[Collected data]
---
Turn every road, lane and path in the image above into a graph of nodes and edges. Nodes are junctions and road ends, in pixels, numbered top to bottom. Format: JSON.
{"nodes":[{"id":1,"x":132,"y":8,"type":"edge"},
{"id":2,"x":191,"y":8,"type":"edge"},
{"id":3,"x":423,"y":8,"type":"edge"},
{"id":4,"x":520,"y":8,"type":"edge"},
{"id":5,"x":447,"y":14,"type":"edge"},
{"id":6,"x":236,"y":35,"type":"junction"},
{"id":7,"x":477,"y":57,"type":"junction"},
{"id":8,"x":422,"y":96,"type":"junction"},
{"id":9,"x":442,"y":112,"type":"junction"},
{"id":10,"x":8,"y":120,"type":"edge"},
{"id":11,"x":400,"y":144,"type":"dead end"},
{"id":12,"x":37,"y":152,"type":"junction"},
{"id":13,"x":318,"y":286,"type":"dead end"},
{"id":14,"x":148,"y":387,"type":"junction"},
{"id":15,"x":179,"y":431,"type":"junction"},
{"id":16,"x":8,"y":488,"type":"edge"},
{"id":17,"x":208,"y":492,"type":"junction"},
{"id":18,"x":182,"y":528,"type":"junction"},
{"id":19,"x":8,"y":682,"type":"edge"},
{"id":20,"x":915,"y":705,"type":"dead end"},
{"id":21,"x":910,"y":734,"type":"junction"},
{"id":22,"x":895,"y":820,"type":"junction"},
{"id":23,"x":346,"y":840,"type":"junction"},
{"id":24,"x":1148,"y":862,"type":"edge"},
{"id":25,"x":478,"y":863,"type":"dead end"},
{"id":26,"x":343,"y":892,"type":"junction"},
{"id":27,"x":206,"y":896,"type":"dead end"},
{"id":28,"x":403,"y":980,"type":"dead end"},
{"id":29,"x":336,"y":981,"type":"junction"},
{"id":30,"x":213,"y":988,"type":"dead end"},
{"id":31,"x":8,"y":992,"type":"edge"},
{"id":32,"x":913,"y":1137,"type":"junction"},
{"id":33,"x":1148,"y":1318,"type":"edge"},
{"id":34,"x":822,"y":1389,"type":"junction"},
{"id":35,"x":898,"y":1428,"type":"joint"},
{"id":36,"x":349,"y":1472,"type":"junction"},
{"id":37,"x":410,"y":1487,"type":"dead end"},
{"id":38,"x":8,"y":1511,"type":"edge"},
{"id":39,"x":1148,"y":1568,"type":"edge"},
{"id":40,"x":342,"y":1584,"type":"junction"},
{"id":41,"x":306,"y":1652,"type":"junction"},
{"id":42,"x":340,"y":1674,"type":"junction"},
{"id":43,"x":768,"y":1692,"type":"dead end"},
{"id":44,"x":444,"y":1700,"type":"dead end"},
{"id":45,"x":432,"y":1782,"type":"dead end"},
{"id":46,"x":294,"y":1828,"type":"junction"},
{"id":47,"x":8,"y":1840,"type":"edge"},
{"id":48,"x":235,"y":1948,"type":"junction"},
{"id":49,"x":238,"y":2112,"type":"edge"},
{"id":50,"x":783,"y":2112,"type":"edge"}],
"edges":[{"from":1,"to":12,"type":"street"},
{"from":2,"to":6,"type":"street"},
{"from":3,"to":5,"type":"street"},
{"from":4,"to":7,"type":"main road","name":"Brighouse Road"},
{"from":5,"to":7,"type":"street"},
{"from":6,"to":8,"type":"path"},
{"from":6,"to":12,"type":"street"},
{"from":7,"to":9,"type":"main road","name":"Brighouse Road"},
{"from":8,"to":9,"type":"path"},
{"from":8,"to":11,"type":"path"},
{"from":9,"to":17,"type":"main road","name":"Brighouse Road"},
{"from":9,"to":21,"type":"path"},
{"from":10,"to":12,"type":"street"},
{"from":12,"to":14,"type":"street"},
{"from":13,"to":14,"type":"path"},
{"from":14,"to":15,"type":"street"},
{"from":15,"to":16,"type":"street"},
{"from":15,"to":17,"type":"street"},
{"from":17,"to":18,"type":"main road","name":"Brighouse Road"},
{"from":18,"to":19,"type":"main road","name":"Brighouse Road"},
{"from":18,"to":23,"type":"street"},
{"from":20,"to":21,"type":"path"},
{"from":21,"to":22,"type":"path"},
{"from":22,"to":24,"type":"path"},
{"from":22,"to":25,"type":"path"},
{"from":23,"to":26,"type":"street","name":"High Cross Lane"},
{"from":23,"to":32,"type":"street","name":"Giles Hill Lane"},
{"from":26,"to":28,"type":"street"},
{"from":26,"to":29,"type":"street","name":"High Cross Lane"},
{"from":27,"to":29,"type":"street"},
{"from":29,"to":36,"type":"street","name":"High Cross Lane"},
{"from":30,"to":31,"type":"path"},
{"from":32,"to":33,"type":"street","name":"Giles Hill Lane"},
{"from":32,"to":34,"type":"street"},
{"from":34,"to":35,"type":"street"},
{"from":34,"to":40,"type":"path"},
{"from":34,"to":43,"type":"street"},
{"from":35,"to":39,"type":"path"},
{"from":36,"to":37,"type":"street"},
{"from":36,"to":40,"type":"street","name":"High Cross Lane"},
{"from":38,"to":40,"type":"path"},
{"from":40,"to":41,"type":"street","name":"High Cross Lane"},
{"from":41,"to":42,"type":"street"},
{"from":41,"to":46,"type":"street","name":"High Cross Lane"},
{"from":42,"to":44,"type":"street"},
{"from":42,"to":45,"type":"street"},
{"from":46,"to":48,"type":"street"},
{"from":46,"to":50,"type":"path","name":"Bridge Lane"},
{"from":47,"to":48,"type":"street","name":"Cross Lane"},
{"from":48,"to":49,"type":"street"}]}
---
> _YOUR OBJECTIVE_: All entries must be printed exactly, with nothing omitted.

> _RESPONSE TO THE EXERCISE_:
Turn every road, lane and path in the image above into a graph of nodes and edges. Nodes are junctions and road ends, in pixels, numbered top to bottom. Format: JSON.
{"nodes":[{"id":1,"x":132,"y":8,"type":"edge"},
{"id":2,"x":191,"y":8,"type":"edge"},
{"id":3,"x":423,"y":8,"type":"edge"},
{"id":4,"x":520,"y":8,"type":"edge"},
{"id":5,"x":447,"y":14,"type":"edge"},
{"id":6,"x":236,"y":35,"type":"junction"},
{"id":7,"x":477,"y":57,"type":"junction"},
{"id":8,"x":422,"y":96,"type":"junction"},
{"id":9,"x":442,"y":112,"type":"junction"},
{"id":10,"x":8,"y":120,"type":"edge"},
{"id":11,"x":400,"y":144,"type":"dead end"},
{"id":12,"x":37,"y":152,"type":"junction"},
{"id":13,"x":318,"y":286,"type":"dead end"},
{"id":14,"x":148,"y":387,"type":"junction"},
{"id":15,"x":179,"y":431,"type":"junction"},
{"id":16,"x":8,"y":488,"type":"edge"},
{"id":17,"x":208,"y":492,"type":"junction"},
{"id":18,"x":182,"y":528,"type":"junction"},
{"id":19,"x":8,"y":682,"type":"edge"},
{"id":20,"x":915,"y":705,"type":"dead end"},
{"id":21,"x":910,"y":734,"type":"junction"},
{"id":22,"x":895,"y":820,"type":"junction"},
{"id":23,"x":346,"y":840,"type":"junction"},
{"id":24,"x":1148,"y":862,"type":"edge"},
{"id":25,"x":478,"y":863,"type":"dead end"},
{"id":26,"x":343,"y":892,"type":"junction"},
{"id":27,"x":206,"y":896,"type":"dead end"},
{"id":28,"x":403,"y":980,"type":"dead end"},
{"id":29,"x":336,"y":981,"type":"junction"},
{"id":30,"x":213,"y":988,"type":"dead end"},
{"id":31,"x":8,"y":992,"type":"edge"},
{"id":32,"x":913,"y":1137,"type":"junction"},
{"id":33,"x":1148,"y":1318,"type":"edge"},
{"id":34,"x":822,"y":1389,"type":"junction"},
{"id":35,"x":898,"y":1428,"type":"joint"},
{"id":36,"x":349,"y":1472,"type":"junction"},
{"id":37,"x":410,"y":1487,"type":"dead end"},
{"id":38,"x":8,"y":1511,"type":"edge"},
{"id":39,"x":1148,"y":1568,"type":"edge"},
{"id":40,"x":342,"y":1584,"type":"junction"},
{"id":41,"x":306,"y":1652,"type":"junction"},
{"id":42,"x":340,"y":1674,"type":"junction"},
{"id":43,"x":768,"y":1692,"type":"dead end"},
{"id":44,"x":444,"y":1700,"type":"dead end"},
{"id":45,"x":432,"y":1782,"type":"dead end"},
{"id":46,"x":294,"y":1828,"type":"junction"},
{"id":47,"x":8,"y":1840,"type":"edge"},
{"id":48,"x":235,"y":1948,"type":"junction"},
{"id":49,"x":238,"y":2112,"type":"edge"},
{"id":50,"x":783,"y":2112,"type":"edge"}],
"edges":[{"from":1,"to":12,"type":"street"},
{"from":2,"to":6,"type":"street"},
{"from":3,"to":5,"type":"street"},
{"from":4,"to":7,"type":"main road","name":"Brighouse Road"},
{"from":5,"to":7,"type":"street"},
{"from":6,"to":8,"type":"path"},
{"from":6,"to":12,"type":"street"},
{"from":7,"to":9,"type":"main road","name":"Brighouse Road"},
{"from":8,"to":9,"type":"path"},
{"from":8,"to":11,"type":"path"},
{"from":9,"to":17,"type":"main road","name":"Brighouse Road"},
{"from":9,"to":21,"type":"path"},
{"from":10,"to":12,"type":"street"},
{"from":12,"to":14,"type":"street"},
{"from":13,"to":14,"type":"path"},
{"from":14,"to":15,"type":"street"},
{"from":15,"to":16,"type":"street"},
{"from":15,"to":17,"type":"street"},
{"from":17,"to":18,"type":"main road","name":"Brighouse Road"},
{"from":18,"to":19,"type":"main road","name":"Brighouse Road"},
{"from":18,"to":23,"type":"street"},
{"from":20,"to":21,"type":"path"},
{"from":21,"to":22,"type":"path"},
{"from":22,"to":24,"type":"path"},
{"from":22,"to":25,"type":"path"},
{"from":23,"to":26,"type":"street","name":"High Cross Lane"},
{"from":23,"to":32,"type":"street","name":"Giles Hill Lane"},
{"from":26,"to":28,"type":"street"},
{"from":26,"to":29,"type":"street","name":"High Cross Lane"},
{"from":27,"to":29,"type":"street"},
{"from":29,"to":36,"type":"street","name":"High Cross Lane"},
{"from":30,"to":31,"type":"path"},
{"from":32,"to":33,"type":"street","name":"Giles Hill Lane"},
{"from":32,"to":34,"type":"street"},
{"from":34,"to":35,"type":"street"},
{"from":34,"to":40,"type":"path"},
{"from":34,"to":43,"type":"street"},
{"from":35,"to":39,"type":"path"},
{"from":36,"to":37,"type":"street"},
{"from":36,"to":40,"type":"street","name":"High Cross Lane"},
{"from":38,"to":40,"type":"path"},
{"from":40,"to":41,"type":"street","name":"High Cross Lane"},
{"from":41,"to":42,"type":"street"},
{"from":41,"to":46,"type":"street","name":"High Cross Lane"},
{"from":42,"to":44,"type":"street"},
{"from":42,"to":45,"type":"street"},
{"from":46,"to":48,"type":"street"},
{"from":46,"to":50,"type":"path","name":"Bridge Lane"},
{"from":47,"to":48,"type":"street","name":"Cross Lane"},
{"from":48,"to":49,"type":"street"}]}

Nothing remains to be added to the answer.